■ About this task ■
Retype each entry below exactly. Do not carry any image over.

■ Available data ■
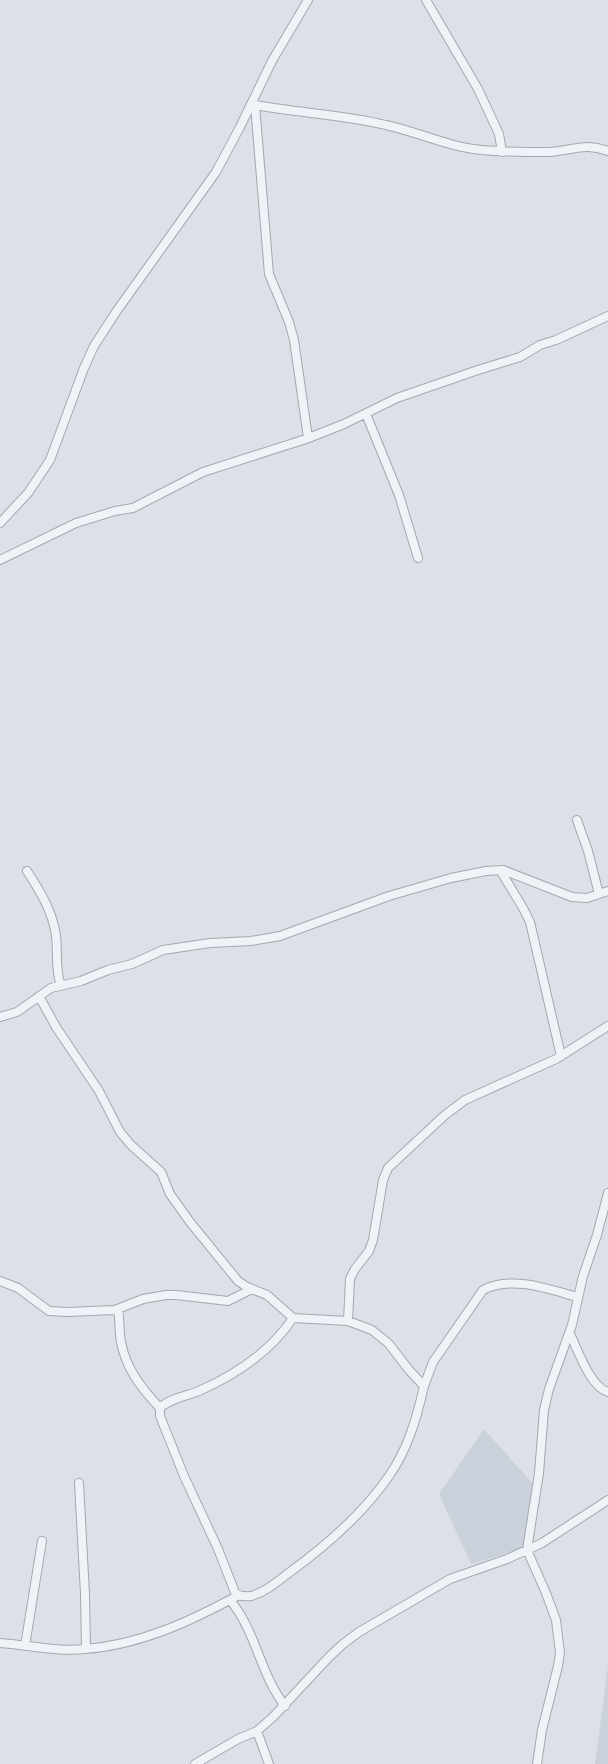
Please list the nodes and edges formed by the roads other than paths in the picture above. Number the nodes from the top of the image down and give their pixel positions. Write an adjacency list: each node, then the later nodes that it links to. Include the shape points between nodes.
1 (308, 0): 3 (street, via 272,61)
2 (426, 0): 5 (street, via 478,89 499,134)
3 (253, 104): 5 (street, via 371,122 466,148); 8 (street, via 269,274 293,335); 9 (street, via 216,172 94,346 47,465 28,493)
4 (608, 151): 5 (street, via 585,146 550,152)
5 (502, 152)
6 (608, 316): 7 (street, via 520,357 404,396)
7 (366, 414): 8 (street); 10 (street, via 399,495)
8 (308, 438): 11 (street, via 203,472 140,505 76,523)
9 (0, 523)
10 (418, 558)
11 (0, 560)
12 (577, 820): 16 (street, via 588,851)
13 (500, 870): 16 (street, via 572,897 587,898); 17 (street, via 423,886 280,936 168,949 132,964); 21 (street, via 530,922)
14 (27, 871): 17 (street, via 50,913 56,934 58,976)
15 (608, 891): 16 (street)
16 (598, 894)
17 (61, 986): 18 (street, via 51,988)
18 (39, 996): 19 (street, via 17,1012); 24 (street, via 56,1027 99,1090 127,1142 161,1172 170,1194 227,1269 243,1285)
19 (0, 1017)
20 (608, 1026): 21 (street)
21 (560, 1056): 28 (street, via 465,1100 388,1168 383,1180 373,1240 350,1279)
22 (608, 1193): 25 (street)
23 (0, 1281): 26 (street, via 18,1288 53,1312 86,1312)
24 (252, 1289): 26 (street, via 228,1301 181,1295 143,1299); 27 (street, via 267,1295)
25 (577, 1297): 29 (street); 30 (street, via 519,1284 483,1290 432,1362)
26 (118, 1308): 32 (street, via 121,1341 127,1362 139,1384)
27 (293, 1318): 28 (street); 32 (street, via 276,1340 252,1361 214,1384 170,1401)
28 (348, 1321): 30 (street, via 366,1327 384,1339)
29 (570, 1334): 31 (street, via 595,1383); 36 (street, via 546,1399 539,1472)
30 (424, 1386): 37 (street, via 414,1425 406,1444 390,1475 368,1502 340,1532 305,1562 260,1592 247,1596)
31 (608, 1392)
32 (160, 1408): 37 (street, via 160,1416 184,1476 218,1549 234,1593)
33 (79, 1483): 41 (street)
34 (608, 1500): 36 (street)
35 (42, 1541): 40 (street)
36 (527, 1550): 42 (street, via 450,1579 358,1632 330,1657); 46 (street, via 556,1620 560,1653 542,1730)
37 (239, 1595): 38 (street)
38 (230, 1600): 41 (street, via 169,1628 111,1646); 42 (street, via 243,1616 270,1683)
39 (0, 1642): 40 (street)
40 (25, 1646): 41 (street, via 64,1650)
41 (86, 1649)
42 (285, 1706): 43 (street)
43 (257, 1731): 44 (street, via 238,1739); 45 (street)
44 (196, 1764)
45 (269, 1764)
46 (537, 1764)

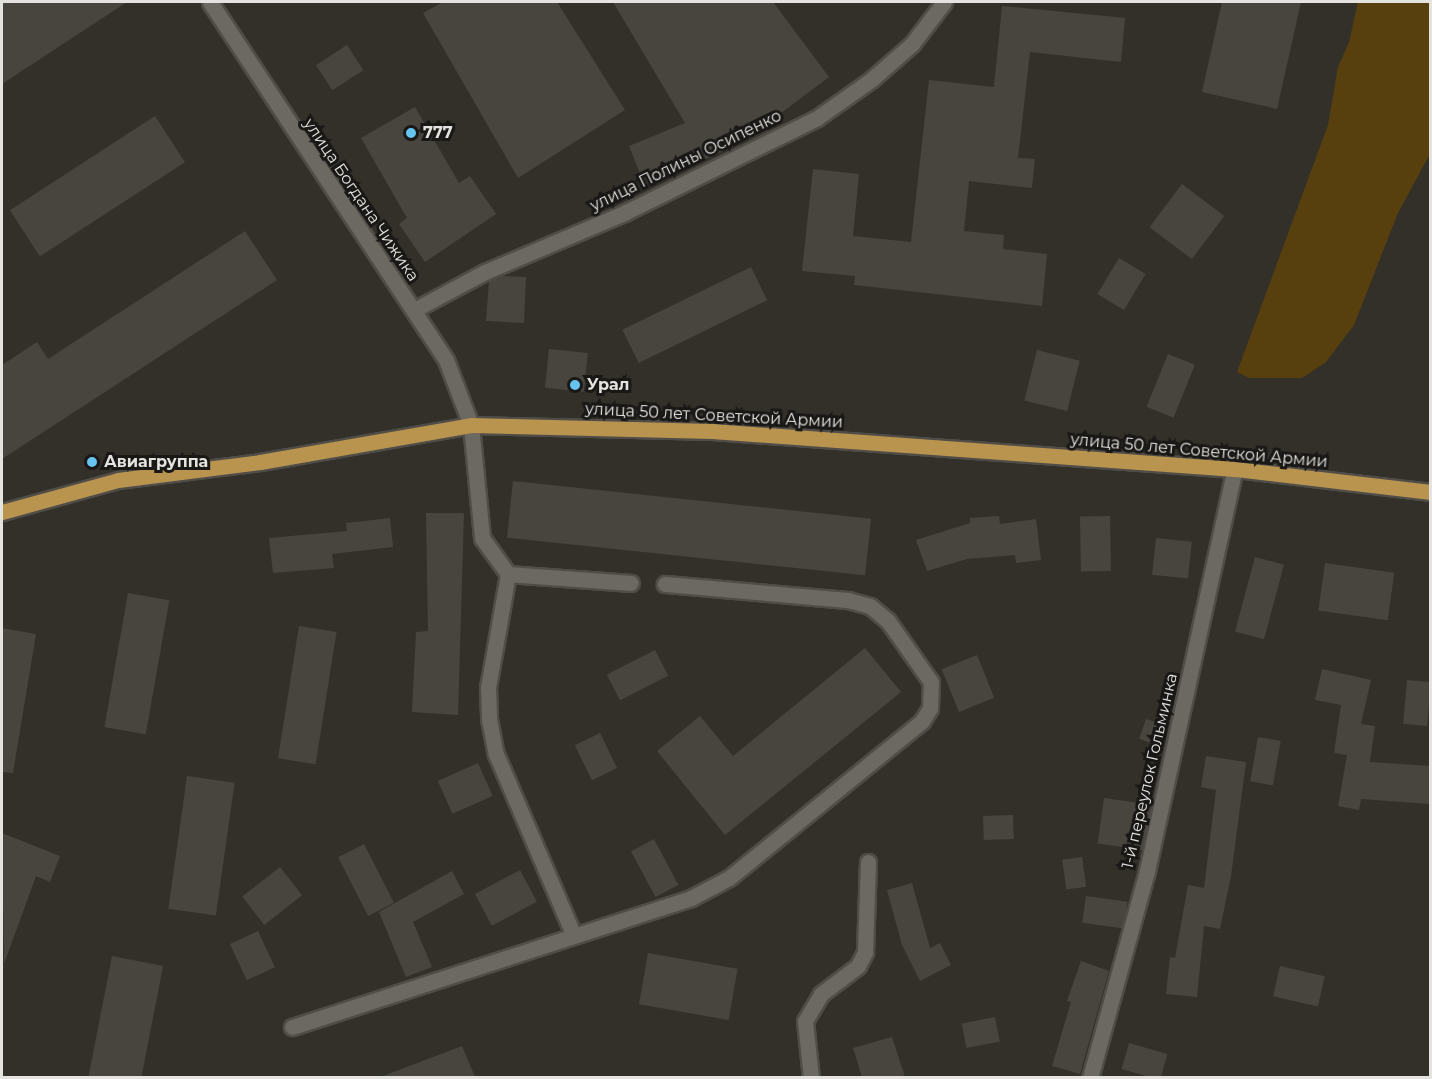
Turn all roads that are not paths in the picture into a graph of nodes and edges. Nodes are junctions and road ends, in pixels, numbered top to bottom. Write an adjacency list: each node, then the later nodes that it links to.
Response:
1 (210, 2): 3 (street, улица Богдана Чижика)
2 (944, 2): 3 (street, улица Полины Осипенко)
3 (414, 310): 4 (street, улица Богдана Чижика)
4 (471, 425): 5 (main road, улица 50 лет Советской Армии); 7 (main road, улица 50 лет Советской Армии); 8 (street, улица Богдана Чижика)
5 (1235, 469): 6 (main road, улица 50 лет Советской Армии); 15 (street, 1-й переулок Гольминка)
6 (1431, 492)
7 (2, 512)
8 (508, 574): 9 (street); 12 (street)
9 (631, 583)
10 (665, 584): 12 (street)
11 (868, 862): 14 (street)
12 (573, 934): 13 (street)
13 (292, 1027)
14 (811, 1077)
15 (1090, 1077)

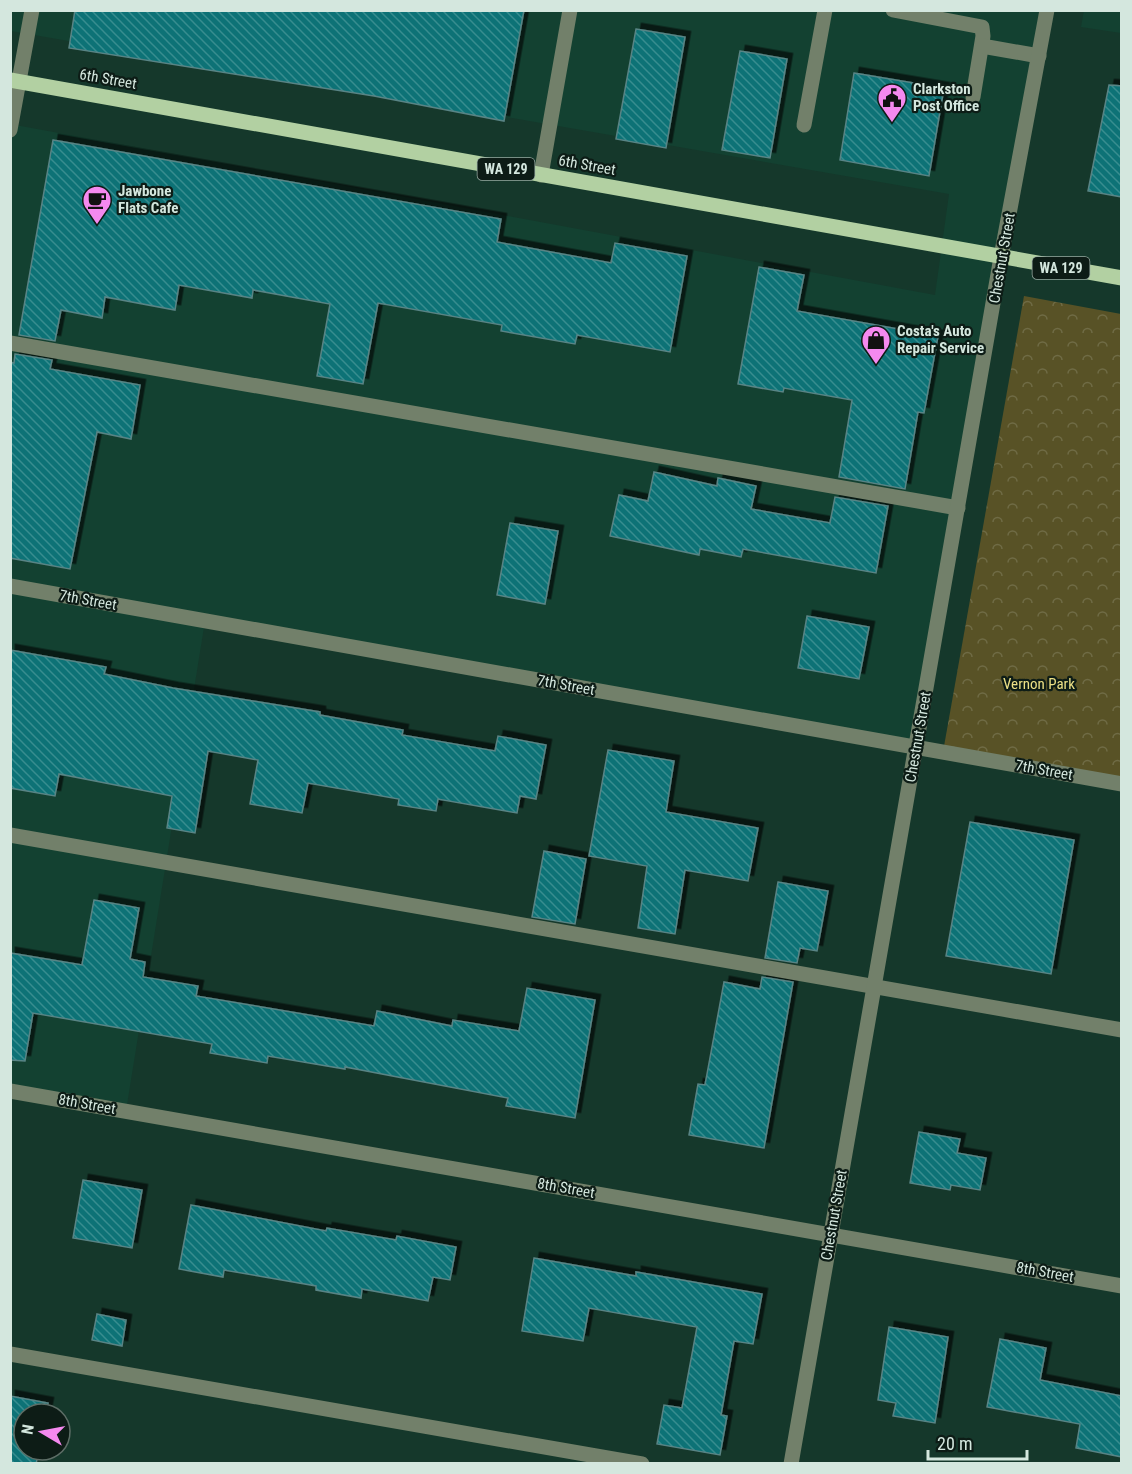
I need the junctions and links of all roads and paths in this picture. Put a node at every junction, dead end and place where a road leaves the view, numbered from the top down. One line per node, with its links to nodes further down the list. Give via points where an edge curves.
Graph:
1 (32, 10): 8 (street)
2 (570, 10): 12 (street)
3 (825, 10): 10 (street)
4 (893, 10): 6 (street, via 982,27)
5 (1045, 11): 7 (street, Chestnut Street)
6 (982, 46): 7 (street); 9 (street)
7 (1039, 56): 13 (street, Chestnut Street)
8 (15, 81): 11 (street); 12 (main road, 6th Street / WA 129)
9 (973, 97)
10 (804, 125)
11 (10, 130)
12 (541, 175): 13 (main road, 6th Street / WA 129)
13 (1001, 258): 14 (main road, 6th Street / WA 129); 16 (street, Chestnut Street)
14 (1122, 278)
15 (10, 343): 16 (street)
16 (958, 508): 18 (street, Chestnut Street)
17 (10, 586): 18 (street, 7th Street)
18 (917, 748): 19 (street, 7th Street); 21 (street, Chestnut Street)
19 (1122, 784)
20 (10, 835): 21 (street)
21 (874, 987): 22 (street); 24 (street, Chestnut Street)
22 (1122, 1030)
23 (10, 1091): 24 (street, 8th Street)
24 (830, 1235): 25 (street, 8th Street); 28 (street, Chestnut Street)
25 (1122, 1286)
26 (10, 1354): 27 (street)
27 (642, 1464)
28 (791, 1464)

■ Answer to the problem ■
Please list the nodes and edges formed by the roads other than paths in the picture above. Number the nodes from the top of the image down and give their pixel positions. Write an adjacency list: each node, then the later nodes that it links to. Include the shape points between nodes.
1 (308, 0): 3 (street, via 272,61)
2 (426, 0): 5 (street, via 478,89 499,134)
3 (253, 104): 5 (street, via 371,122 466,148); 8 (street, via 269,274 293,335); 9 (street, via 216,172 94,346 47,465 28,493)
4 (608, 151): 5 (street, via 585,146 550,152)
5 (502, 152)
6 (608, 316): 7 (street, via 520,357 404,396)
7 (366, 414): 8 (street); 10 (street, via 399,495)
8 (308, 438): 11 (street, via 203,472 140,505 76,523)
9 (0, 523)
10 (418, 558)
11 (0, 560)
12 (577, 820): 16 (street, via 588,851)
13 (500, 870): 16 (street, via 572,897 587,898); 17 (street, via 423,886 280,936 168,949 132,964); 21 (street, via 530,922)
14 (27, 871): 17 (street, via 50,913 56,934 58,976)
15 (608, 891): 16 (street)
16 (598, 894)
17 (61, 986): 18 (street, via 51,988)
18 (39, 996): 19 (street, via 17,1012); 24 (street, via 56,1027 99,1090 127,1142 161,1172 170,1194 227,1269 243,1285)
19 (0, 1017)
20 (608, 1026): 21 (street)
21 (560, 1056): 28 (street, via 465,1100 388,1168 383,1180 373,1240 350,1279)
22 (608, 1193): 25 (street)
23 (0, 1281): 26 (street, via 18,1288 53,1312 86,1312)
24 (252, 1289): 26 (street, via 228,1301 181,1295 143,1299); 27 (street, via 267,1295)
25 (577, 1297): 29 (street); 30 (street, via 519,1284 483,1290 432,1362)
26 (118, 1308): 32 (street, via 121,1341 127,1362 139,1384)
27 (293, 1318): 28 (street); 32 (street, via 276,1340 252,1361 214,1384 170,1401)
28 (348, 1321): 30 (street, via 366,1327 384,1339)
29 (570, 1334): 31 (street, via 595,1383); 36 (street, via 546,1399 539,1472)
30 (424, 1386): 37 (street, via 414,1425 406,1444 390,1475 368,1502 340,1532 305,1562 260,1592 247,1596)
31 (608, 1392)
32 (160, 1408): 37 (street, via 160,1416 184,1476 218,1549 234,1593)
33 (79, 1483): 41 (street)
34 (608, 1500): 36 (street)
35 (42, 1541): 40 (street)
36 (527, 1550): 42 (street, via 450,1579 358,1632 330,1657); 46 (street, via 556,1620 560,1653 542,1730)
37 (239, 1595): 38 (street)
38 (230, 1600): 41 (street, via 169,1628 111,1646); 42 (street, via 243,1616 270,1683)
39 (0, 1642): 40 (street)
40 (25, 1646): 41 (street, via 64,1650)
41 (86, 1649)
42 (285, 1706): 43 (street)
43 (257, 1731): 44 (street, via 238,1739); 45 (street)
44 (196, 1764)
45 (269, 1764)
46 (537, 1764)

Turn all roads that are not paths in the picture into a graph of nodes and edges. Nodes are junctions and road ends, in pixels, numbered top to bottom. Write an adjacency list: each node, then the later nodes that it links to.
Response:
1 (210, 2): 3 (street, улица Богдана Чижика)
2 (944, 2): 3 (street, улица Полины Осипенко)
3 (414, 310): 4 (street, улица Богдана Чижика)
4 (471, 425): 5 (main road, улица 50 лет Советской Армии); 7 (main road, улица 50 лет Советской Армии); 8 (street, улица Богдана Чижика)
5 (1235, 469): 6 (main road, улица 50 лет Советской Армии); 15 (street, 1-й переулок Гольминка)
6 (1431, 492)
7 (2, 512)
8 (508, 574): 9 (street); 12 (street)
9 (631, 583)
10 (665, 584): 12 (street)
11 (868, 862): 14 (street)
12 (573, 934): 13 (street)
13 (292, 1027)
14 (811, 1077)
15 (1090, 1077)

I need the junctions and links of all roads and paths in this picture. Put a node at every junction, dead end and place where a road leaves the view, numbered from the top down. One line per node, with its links to nodes further down the list. Give via points where an edge curves.
Graph:
1 (32, 10): 8 (street)
2 (570, 10): 12 (street)
3 (825, 10): 10 (street)
4 (893, 10): 6 (street, via 982,27)
5 (1045, 11): 7 (street, Chestnut Street)
6 (982, 46): 7 (street); 9 (street)
7 (1039, 56): 13 (street, Chestnut Street)
8 (15, 81): 11 (street); 12 (main road, 6th Street / WA 129)
9 (973, 97)
10 (804, 125)
11 (10, 130)
12 (541, 175): 13 (main road, 6th Street / WA 129)
13 (1001, 258): 14 (main road, 6th Street / WA 129); 16 (street, Chestnut Street)
14 (1122, 278)
15 (10, 343): 16 (street)
16 (958, 508): 18 (street, Chestnut Street)
17 (10, 586): 18 (street, 7th Street)
18 (917, 748): 19 (street, 7th Street); 21 (street, Chestnut Street)
19 (1122, 784)
20 (10, 835): 21 (street)
21 (874, 987): 22 (street); 24 (street, Chestnut Street)
22 (1122, 1030)
23 (10, 1091): 24 (street, 8th Street)
24 (830, 1235): 25 (street, 8th Street); 28 (street, Chestnut Street)
25 (1122, 1286)
26 (10, 1354): 27 (street)
27 (642, 1464)
28 (791, 1464)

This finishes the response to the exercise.